**WHAT IS NEEDED:** Print the lines of the listing below verbatim from its first line through the line bearing "width:11px; height:11px; translate:-50%". Any pictures are to be omitted.

**DATASET:**
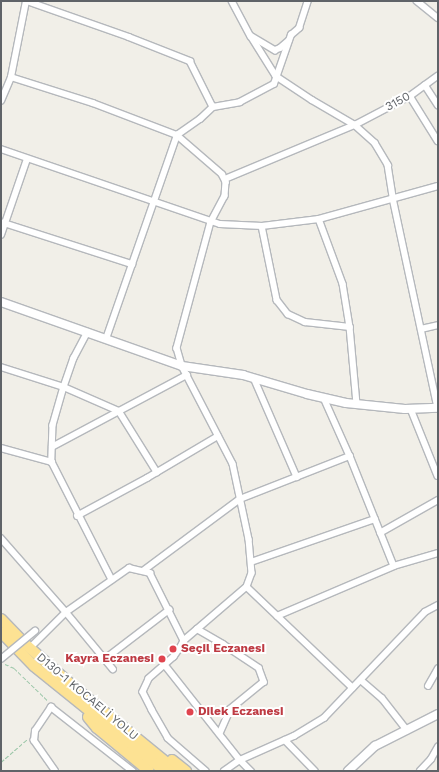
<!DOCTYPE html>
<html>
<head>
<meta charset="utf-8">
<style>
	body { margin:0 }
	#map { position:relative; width:439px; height:772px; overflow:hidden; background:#f1efe8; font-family:"Work Sans",sans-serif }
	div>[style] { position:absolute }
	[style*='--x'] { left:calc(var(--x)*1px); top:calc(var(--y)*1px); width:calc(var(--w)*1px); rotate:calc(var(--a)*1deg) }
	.path>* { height:1px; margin-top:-0.5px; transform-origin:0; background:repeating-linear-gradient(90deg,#9cc7a9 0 4px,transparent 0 6px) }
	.roads { filter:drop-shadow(1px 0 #b5b8bc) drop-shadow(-1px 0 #b5b8bc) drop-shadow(0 1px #b5b8bc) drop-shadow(0 -1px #b5b8bc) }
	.street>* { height:5.5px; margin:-2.75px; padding:0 2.75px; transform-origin:2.75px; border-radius:2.75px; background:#fff }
	.secondary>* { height:8px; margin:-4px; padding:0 4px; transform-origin:4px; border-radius:4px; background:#fff }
	.highway>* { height:10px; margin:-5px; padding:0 5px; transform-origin:5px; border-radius:5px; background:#fde293 }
	.bridges { filter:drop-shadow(1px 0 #b5b8bc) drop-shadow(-1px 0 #b5b8bc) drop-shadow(0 1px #b5b8bc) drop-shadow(0 -1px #b5b8bc) }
	.street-bridge>* { height:5.5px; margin:-2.75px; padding:0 2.75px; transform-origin:2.75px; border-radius:2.75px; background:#fff }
	.dots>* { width:11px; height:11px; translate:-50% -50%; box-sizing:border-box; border:2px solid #fff; border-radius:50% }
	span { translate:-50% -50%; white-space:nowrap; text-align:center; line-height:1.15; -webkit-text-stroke:4px #fff; paint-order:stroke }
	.street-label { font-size:12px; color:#5f6368 }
	.health-label { font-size:12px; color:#be3a42; font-weight:700 }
	.left { translate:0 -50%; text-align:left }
	.right { translate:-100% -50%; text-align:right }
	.frame { position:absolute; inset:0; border:2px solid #5f6368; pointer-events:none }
</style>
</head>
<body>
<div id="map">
	<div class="path">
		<div style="--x:5;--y:664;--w:10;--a:24"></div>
		<div style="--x:14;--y:668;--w:47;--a:44.1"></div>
		<div style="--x:1;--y:762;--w:35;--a:-41"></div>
	</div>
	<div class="roads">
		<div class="street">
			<div style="--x:27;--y:1;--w:108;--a:19.4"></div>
			<div style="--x:129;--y:37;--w:66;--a:21.5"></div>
			<div style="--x:190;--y:61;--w:51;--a:63.4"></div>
			<div style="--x:232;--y:1;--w:40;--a:62"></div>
			<div style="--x:251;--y:36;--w:47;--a:58"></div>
			<div style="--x:276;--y:76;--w:43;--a:33.7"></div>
			<div style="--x:312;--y:100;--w:50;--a:30.2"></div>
			<div style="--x:355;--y:125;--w:27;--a:42"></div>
			<div style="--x:375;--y:143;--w:26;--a:59"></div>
			<div style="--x:388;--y:165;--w:33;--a:81"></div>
			<div style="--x:393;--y:198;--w:215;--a:77.9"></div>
			<div style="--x:417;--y:1;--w:27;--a:39"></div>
			<div style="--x:253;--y:37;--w:26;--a:31"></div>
			<div style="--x:275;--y:50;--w:5;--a:-22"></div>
			<div style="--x:280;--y:48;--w:11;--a:-41"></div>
			<div style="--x:11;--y:77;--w:86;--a:17.6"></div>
			<div style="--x:93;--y:103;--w:90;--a:20.9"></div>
			<div style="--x:177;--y:135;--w:60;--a:40.9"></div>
			<div style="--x:222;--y:174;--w:9;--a:63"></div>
			<div style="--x:226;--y:182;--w:14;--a:94"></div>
			<div style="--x:225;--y:196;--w:30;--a:118"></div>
			<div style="--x:211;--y:222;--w:131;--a:105.1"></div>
			<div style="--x:177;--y:348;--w:19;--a:74"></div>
			<div style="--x:182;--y:366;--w:110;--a:62.5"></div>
			<div style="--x:233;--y:464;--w:77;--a:78"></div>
			<div style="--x:249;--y:539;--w:34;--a:85"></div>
			<div style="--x:252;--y:573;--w:15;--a:110"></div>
			<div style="--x:247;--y:587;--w:83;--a:139.4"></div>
			<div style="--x:425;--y:85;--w:24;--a:57"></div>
			<div style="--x:410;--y:96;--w:53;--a:58.1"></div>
			<div style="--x:1;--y:101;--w:26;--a:-67"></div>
			<div style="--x:11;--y:77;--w:77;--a:-78.8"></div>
			<div style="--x:1;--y:149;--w:231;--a:18.9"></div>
			<div style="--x:220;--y:224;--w:42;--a:2.7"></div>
			<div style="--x:262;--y:226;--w:57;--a:-7"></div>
			<div style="--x:319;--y:219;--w:123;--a:-15.5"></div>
			<div style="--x:225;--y:179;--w:141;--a:-22.6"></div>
			<div style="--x:355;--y:125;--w:62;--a:-27.8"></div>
			<div style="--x:410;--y:96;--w:34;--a:-36"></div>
			<div style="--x:319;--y:219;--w:69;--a:69.7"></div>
			<div style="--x:343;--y:284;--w:44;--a:80.8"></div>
			<div style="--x:350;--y:327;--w:77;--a:84.8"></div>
			<div style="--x:1;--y:222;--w:138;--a:17.8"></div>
			<div style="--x:262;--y:226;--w:76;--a:78.5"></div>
			<div style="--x:277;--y:300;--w:18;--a:52"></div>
			<div style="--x:288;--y:314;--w:19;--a:25"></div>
			<div style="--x:305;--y:322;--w:45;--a:6.3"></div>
			<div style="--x:1;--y:235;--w:80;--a:-71.1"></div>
			<div style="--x:421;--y:329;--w:17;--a:-13"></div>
			<div style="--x:88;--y:332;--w:30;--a:118"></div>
			<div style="--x:74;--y:358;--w:31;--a:109"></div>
			<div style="--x:64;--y:387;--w:40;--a:106"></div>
			<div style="--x:53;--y:425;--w:37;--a:92"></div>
			<div style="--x:52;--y:462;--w:132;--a:63"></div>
			<div style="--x:106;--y:339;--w:216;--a:-70.8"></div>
			<div style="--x:177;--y:135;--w:28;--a:-35"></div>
			<div style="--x:200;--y:119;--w:18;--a:-43"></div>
			<div style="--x:213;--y:107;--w:27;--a:-10"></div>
			<div style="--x:240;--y:102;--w:38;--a:-28"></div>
			<div style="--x:274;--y:84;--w:52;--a:-70.9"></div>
			<div style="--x:291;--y:35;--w:11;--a:-41"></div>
			<div style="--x:299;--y:28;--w:28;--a:-72"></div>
			<div style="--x:1;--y:367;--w:66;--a:17.6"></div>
			<div style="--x:64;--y:387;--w:60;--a:23.6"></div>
			<div style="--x:119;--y:411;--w:72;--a:58.1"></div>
			<div style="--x:254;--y:378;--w:108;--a:66.5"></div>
			<div style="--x:324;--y:398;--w:64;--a:65.9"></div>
			<div style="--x:350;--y:456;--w:118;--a:68.2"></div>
			<div style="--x:411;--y:409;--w:72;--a:68.1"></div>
			<div style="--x:52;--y:447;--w:153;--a:-28.1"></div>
			<div style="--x:1;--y:448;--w:53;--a:15.4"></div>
			<div style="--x:77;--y:516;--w:80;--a:-28.5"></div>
			<div style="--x:147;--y:478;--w:82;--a:-30.6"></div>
			<div style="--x:380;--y:533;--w:67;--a:-29.6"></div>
			<div style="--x:1;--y:538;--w:98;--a:48.7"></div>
			<div style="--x:66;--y:612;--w:74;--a:50.5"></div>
			<div style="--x:251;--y:562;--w:131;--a:-19.1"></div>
			<div style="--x:143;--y:571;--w:121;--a:-36.6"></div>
			<div style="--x:240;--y:499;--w:118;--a:-21.4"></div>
			<div style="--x:247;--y:587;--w:146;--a:43.6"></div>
			<div style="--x:277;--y:616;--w:127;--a:-23.1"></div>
			<div style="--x:394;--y:566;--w:46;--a:-16.5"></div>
			<div style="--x:197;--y:629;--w:30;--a:30"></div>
			<div style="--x:223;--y:644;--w:43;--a:33.7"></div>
			<div style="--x:259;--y:668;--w:15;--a:70"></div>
			<div style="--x:264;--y:682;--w:43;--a:140.7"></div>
			<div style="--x:231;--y:709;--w:27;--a:114"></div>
			<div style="--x:30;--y:648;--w:51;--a:-45"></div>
			<div style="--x:66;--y:612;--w:77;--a:-34.9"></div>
			<div style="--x:129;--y:568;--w:22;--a:13"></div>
			<div style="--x:150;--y:573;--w:76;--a:63.4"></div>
			<div style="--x:184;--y:641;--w:7;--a:117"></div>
			<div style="--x:181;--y:647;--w:12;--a:125"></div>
			<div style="--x:174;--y:657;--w:33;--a:139"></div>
			<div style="--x:149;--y:679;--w:14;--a:115"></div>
			<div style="--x:143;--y:692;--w:20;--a:63"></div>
			<div style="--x:152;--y:710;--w:32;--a:60"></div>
			<div style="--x:168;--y:738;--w:50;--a:41"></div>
			<div style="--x:105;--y:659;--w:81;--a:-37.4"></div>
			<div style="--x:165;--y:665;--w:121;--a:51.7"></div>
			<div style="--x:240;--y:760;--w:16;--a:45"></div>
			<div style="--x:361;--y:680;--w:28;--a:41"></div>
			<div style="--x:382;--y:698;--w:41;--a:52"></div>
			<div style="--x:428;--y:686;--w:20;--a:-60"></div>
			<div style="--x:285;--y:740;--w:43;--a:45.9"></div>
			<div style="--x:55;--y:771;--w:37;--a:-125"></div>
			<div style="--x:34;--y:741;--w:10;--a:-84"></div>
			<div style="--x:35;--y:731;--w:29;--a:-56"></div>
			<div style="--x:51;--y:707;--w:104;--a:38"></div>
			<div style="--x:224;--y:771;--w:19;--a:-35"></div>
			<div style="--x:240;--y:760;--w:59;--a:-24"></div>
			<div style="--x:294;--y:736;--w:35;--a:-31"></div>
			<div style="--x:324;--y:718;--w:146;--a:-46.4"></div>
			<div style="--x:425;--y:612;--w:15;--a:-28"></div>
			<div style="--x:420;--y:771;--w:16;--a:-47"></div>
			<div style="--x:431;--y:759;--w:14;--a:-60"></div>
		</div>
		<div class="secondary">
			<div style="--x:1;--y:302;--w:192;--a:19.5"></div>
			<div style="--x:182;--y:366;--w:62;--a:8.4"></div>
			<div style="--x:243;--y:375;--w:67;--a:16.5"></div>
			<div style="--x:307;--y:394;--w:40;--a:13"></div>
			<div style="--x:346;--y:403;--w:59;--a:5.8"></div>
			<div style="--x:405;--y:409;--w:33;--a:-2"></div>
			<div style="--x:348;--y:771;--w:37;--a:-43"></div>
			<div style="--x:375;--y:746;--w:71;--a:-26.9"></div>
		</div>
		<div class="highway">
			<div style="--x:1;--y:619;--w:32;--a:46"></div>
			<div style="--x:23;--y:642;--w:68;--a:41.4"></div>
			<div style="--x:74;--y:687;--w:133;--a:39.2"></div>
			<div style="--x:1;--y:632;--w:47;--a:45.9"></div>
			<div style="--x:34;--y:666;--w:167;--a:38.9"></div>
			<div style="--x:88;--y:717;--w:14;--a:51"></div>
			<div style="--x:97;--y:728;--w:67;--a:39.6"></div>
			<div style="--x:172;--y:760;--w:18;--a:38"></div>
		</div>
	</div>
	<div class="bridges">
		<div class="street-bridge">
			<div style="--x:1;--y:659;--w:44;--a:-39.5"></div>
		</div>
	</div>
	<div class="dots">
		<div style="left:173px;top:649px;background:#e0444e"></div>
		<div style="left:162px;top:659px;background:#e0444e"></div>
		<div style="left:190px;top:712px;background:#e0444e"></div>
	</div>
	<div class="street-label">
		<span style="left:398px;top:102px;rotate:-29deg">3150</span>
		<span style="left:87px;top:697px;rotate:40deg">D130-1 KOCAELİ YOLU</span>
	</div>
	<div class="health-label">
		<span class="left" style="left:181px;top:649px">Seçil Eczanesi</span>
		<span class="right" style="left:154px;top:659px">Kayra Eczanesi</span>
		<span class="left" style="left:198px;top:712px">Dilek Eczanesi</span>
	</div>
	<div class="frame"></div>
</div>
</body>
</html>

**COMPLETED EXERCISE:**
<!DOCTYPE html>
<html>
<head>
<meta charset="utf-8">
<style>
	body { margin:0 }
	#map { position:relative; width:439px; height:772px; overflow:hidden; background:#f1efe8; font-family:"Work Sans",sans-serif }
	div>[style] { position:absolute }
	[style*='--x'] { left:calc(var(--x)*1px); top:calc(var(--y)*1px); width:calc(var(--w)*1px); rotate:calc(var(--a)*1deg) }
	.path>* { height:1px; margin-top:-0.5px; transform-origin:0; background:repeating-linear-gradient(90deg,#9cc7a9 0 4px,transparent 0 6px) }
	.roads { filter:drop-shadow(1px 0 #b5b8bc) drop-shadow(-1px 0 #b5b8bc) drop-shadow(0 1px #b5b8bc) drop-shadow(0 -1px #b5b8bc) }
	.street>* { height:5.5px; margin:-2.75px; padding:0 2.75px; transform-origin:2.75px; border-radius:2.75px; background:#fff }
	.secondary>* { height:8px; margin:-4px; padding:0 4px; transform-origin:4px; border-radius:4px; background:#fff }
	.highway>* { height:10px; margin:-5px; padding:0 5px; transform-origin:5px; border-radius:5px; background:#fde293 }
	.bridges { filter:drop-shadow(1px 0 #b5b8bc) drop-shadow(-1px 0 #b5b8bc) drop-shadow(0 1px #b5b8bc) drop-shadow(0 -1px #b5b8bc) }
	.street-bridge>* { height:5.5px; margin:-2.75px; padding:0 2.75px; transform-origin:2.75px; border-radius:2.75px; background:#fff }
	.dots>* { width:11px; height:11px; translate:-50% -50%; box-sizing:border-box; border:2px solid #fff; border-radius:50% }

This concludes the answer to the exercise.